Prof Ann Lee, in her new book, “Will China’s Economy Collapse?” addresses a key question that China watchers and economists have been asking for more than two decades. Between ballooning debt to GDP ratios, overinvestment in the property market, and industrial overcapacity, the uneven structure of China’s economic growth provides plenty of reasons for concern. Yet so far, China’s unique blend of state-led and laissez-faire capitalism has proved remarkably strong, defying numerous predictions of imminent economic catastrophe. In her book, Professor Lee examines why China’s economy might be more resilient than commonly presumed, and provides a careful analysis of its strengths and weaknesses. She also addresses the implications for other capitalist societies around the world and offers advice to policy makers about what changes must occur to ensure continued global stability and prosperity.

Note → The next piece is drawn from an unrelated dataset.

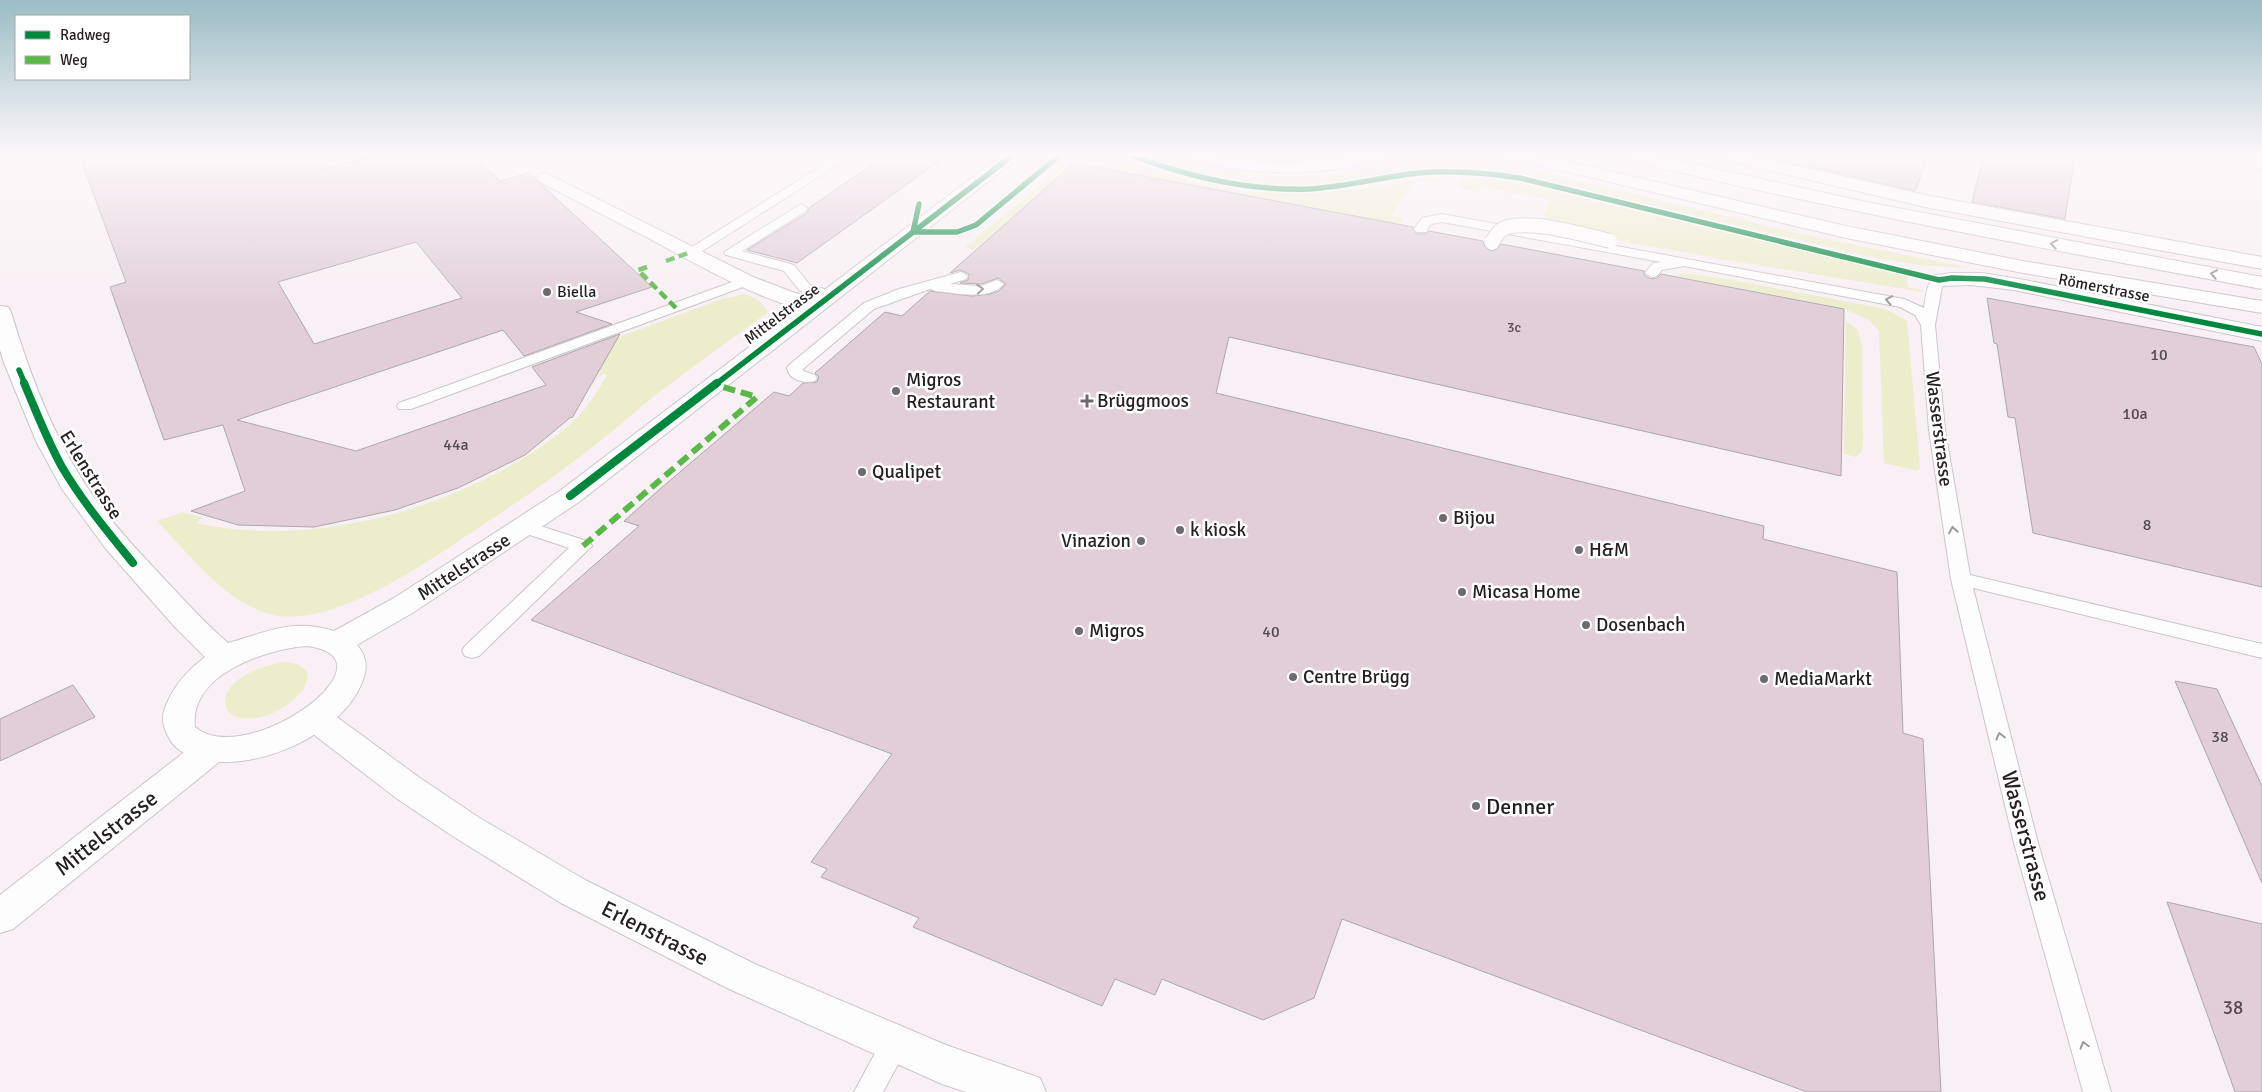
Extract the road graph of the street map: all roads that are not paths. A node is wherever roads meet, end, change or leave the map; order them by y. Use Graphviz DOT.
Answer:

In her recent presentation in New York, Professor Lee discussed her book, China’s economic outlook, and the future of global capitalism:
Prof Ann Lee focuses on issues of global economics, finance, and U.S.-China relations. A former investment banker and hedge fund partner, she is a frequent media commentator on economic issues.
In addition to television and radio appearances on MSNBC, Bloomberg, ABC, CBS, CNN, CNBC, Fox Business, and NPR, her op-eds have appeared in such publications as The New York Times,The Financial Times, The Wall Street Journal, Newsweek, Businessweek, Forbes, Harvard Business Review, The American Prospect, and The American Banker.
She has been quoted in hundreds of publications and has been an invited speaker at numerous industry and academic conferences. Ann is also an adjunct professor of economics and finance at New York University and a former visiting professor at Peking University where she taught macroeconomics and financial derivatives.
While she was teaching at Peking University, she also acted as an economic adviser to Chinese economic officials as well as to several large Chinese asset management firms. She was educated at U.C. Berkeley, Princeton University’s Woodrow Wilson School of International Affairs, and Harvard Business School.